Though the funding is enough to assist about 6 million low-income families with their heating and cooling bills this year, it covers only about 17% of eligible households, according to Mark Wolfe, executive director of the National Energy Assistance Directors’ Association.
And despite the new funding — which is comparable to allocations in recent years — the program did take a major hit last April when the Department of Health and Human Services fired the entire team administering LIHEAP.
Still, the program, which provides block grants that states administer, is limping along, according to Wolfe. “They’re leaning on grant-management staff to process state payments and a very small number of senior [staff at the Office of the Administration for Children and Families] to manage policy.”
However, states are missing out on technical assistance, which could hurt LIHEAP’s efficacy long term, Wolfe said.
LIHEAP isn’t the only energy efficiency program to get a reprieve. In January, the president also signed a separate appropriations package extending the life of two other long-standing initiatives.
One is Energy Star, the Environmental Protection Agency program that bequeaths its bright-blue label to consumer appliances that meet certain efficiency standards.
That initiative is now stronger than ever, with $33 million in funding — slightly more than in fiscal year 2024. Last spring, the EPA said it planned to disband or privatize the high-value program, which has helped Americans save $40 billion on their energy bills each year: For every dollar of benefit, the program cost the government less than a tenth of a penny, according to the nonprofit Institute for Market Transformation.
In the same spending bill, Congress also revived the Weatherization Assistance Program, which for the past half century has aided millions of households in making their homes more resilient to extreme temperatures, with upgrades such as insulation and plugging air leaks. These home improvements save families an average of $372 every year.

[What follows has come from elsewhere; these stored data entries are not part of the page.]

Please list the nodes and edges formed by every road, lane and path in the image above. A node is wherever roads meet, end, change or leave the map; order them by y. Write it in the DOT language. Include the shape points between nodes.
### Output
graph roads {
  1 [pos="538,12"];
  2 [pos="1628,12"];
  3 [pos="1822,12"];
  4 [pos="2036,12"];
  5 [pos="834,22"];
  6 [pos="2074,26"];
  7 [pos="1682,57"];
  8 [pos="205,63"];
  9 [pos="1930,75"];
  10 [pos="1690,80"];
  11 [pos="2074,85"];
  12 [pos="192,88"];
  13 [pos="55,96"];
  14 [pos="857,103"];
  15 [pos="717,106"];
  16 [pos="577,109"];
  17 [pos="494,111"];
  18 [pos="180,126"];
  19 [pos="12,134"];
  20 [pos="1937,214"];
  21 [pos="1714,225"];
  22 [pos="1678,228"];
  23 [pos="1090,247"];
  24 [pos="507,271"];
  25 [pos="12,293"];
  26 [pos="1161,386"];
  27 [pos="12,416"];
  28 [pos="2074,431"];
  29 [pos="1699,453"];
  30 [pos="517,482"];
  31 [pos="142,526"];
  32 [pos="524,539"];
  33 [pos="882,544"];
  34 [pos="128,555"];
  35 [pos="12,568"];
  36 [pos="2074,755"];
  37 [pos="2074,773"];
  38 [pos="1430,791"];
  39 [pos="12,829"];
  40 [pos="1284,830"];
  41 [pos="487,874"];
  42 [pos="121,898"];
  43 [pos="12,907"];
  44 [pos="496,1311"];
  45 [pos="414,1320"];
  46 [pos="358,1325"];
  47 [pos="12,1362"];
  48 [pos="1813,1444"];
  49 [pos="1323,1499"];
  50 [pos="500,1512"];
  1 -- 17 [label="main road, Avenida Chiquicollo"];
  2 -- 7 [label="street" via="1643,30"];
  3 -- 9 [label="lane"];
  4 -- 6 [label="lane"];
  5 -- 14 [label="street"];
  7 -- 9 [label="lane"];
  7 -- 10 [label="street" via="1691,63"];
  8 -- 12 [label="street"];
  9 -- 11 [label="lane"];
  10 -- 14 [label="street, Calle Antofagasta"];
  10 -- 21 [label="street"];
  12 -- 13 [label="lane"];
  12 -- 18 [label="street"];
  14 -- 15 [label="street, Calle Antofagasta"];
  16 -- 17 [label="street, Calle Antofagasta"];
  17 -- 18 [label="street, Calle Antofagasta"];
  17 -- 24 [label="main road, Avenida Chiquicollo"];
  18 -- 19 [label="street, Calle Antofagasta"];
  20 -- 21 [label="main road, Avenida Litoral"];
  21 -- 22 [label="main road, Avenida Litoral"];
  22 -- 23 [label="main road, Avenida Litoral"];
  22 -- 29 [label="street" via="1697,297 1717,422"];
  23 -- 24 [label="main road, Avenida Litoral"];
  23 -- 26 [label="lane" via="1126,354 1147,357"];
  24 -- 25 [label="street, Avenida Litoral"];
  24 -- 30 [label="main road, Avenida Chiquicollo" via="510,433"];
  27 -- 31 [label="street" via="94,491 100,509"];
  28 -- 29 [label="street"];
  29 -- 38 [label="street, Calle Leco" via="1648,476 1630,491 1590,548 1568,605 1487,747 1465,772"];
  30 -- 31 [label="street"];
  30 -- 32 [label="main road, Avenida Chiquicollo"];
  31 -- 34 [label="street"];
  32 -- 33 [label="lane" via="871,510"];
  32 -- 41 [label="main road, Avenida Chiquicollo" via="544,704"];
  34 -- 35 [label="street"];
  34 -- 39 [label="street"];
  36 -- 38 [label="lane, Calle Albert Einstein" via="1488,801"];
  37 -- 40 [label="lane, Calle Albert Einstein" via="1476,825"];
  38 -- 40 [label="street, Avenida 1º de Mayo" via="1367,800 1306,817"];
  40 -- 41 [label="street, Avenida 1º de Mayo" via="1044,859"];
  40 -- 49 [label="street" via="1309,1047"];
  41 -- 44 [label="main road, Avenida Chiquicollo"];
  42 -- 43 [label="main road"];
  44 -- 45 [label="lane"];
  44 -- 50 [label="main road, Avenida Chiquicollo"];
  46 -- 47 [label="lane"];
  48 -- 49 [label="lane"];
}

Before that piece of legislation landed on the president’s desk in January, the Republican-controlled Congress overwhelmingly approved the package, which passed the House 397–28 and the Senate 82–15.
While advocates celebrated the funding of LIHEAP as a crucial move, Boatright pointed out that the broader cost challenges aren’t going anywhere. After all, he said, many Trump administration policies — like blocking cheap, clean energy — will continue to make affordability problems even worse.